Port 5631 is the data channel for Symantec pcAnywhere, a once-popular remote-control product that gave graphical remote access to Windows hosts. The pcAnywhere host listens on 5631 (with UDP 5632 used for status/discovery), and a remote operator drives the desktop much like VNC or RDP. The product is now discontinued and unsupported.
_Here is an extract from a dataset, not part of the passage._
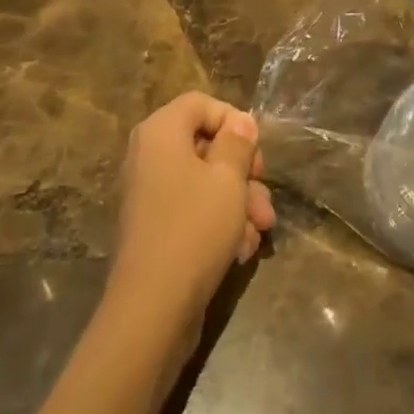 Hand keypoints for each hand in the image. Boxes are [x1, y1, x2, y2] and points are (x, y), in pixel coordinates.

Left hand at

Why it matters for security

pcAnywhere is legacy software with serious, documented flaws, including buffer-overflow vulnerabilities such as CVE-2011-3478 and CVE-2012-0292. After its source code was exposed in 2012, Symantec itself advised disabling the product until patched. Any host still listening on 5631 is running unmaintained code that attracts scanners and is a prime target for remote compromise.

How it's attacked

Attackers scan for open 5631 and fingerprint the host service via its banner. Against unpatched installs they exploit pre-auth buffer overflows for remote code execution, or brute-force the weak authentication. Sessions with poor encryption can also be sniffed, exposing keystrokes and credentials.

Hardening checklist

The right answer is to retire pcAnywhere entirely — it is end-of-life. If a host must keep running it temporarily, never expose 5631 to the internet, gate it behind a VPN, restrict source IPs, require strong authentication, and apply the final Symantec patches. Plan a migration to a maintained remote-access solution and use the nmap snippet above to find lingering hosts you are authorized to assess.

Related ports

Frequently asked questions

Is pcAnywhere still safe to use?
No. pcAnywhere is end-of-life and has well-documented buffer-overflow vulnerabilities. Source-code exposure in 2012 prompted Symantec to advise disabling it. Migrate to a supported tool.
What is port 5632 used for with pcAnywhere?
pcAnywhere uses TCP 5631 for the data/control channel and UDP 5632 for host discovery (status). Both should be closed on the internet edge.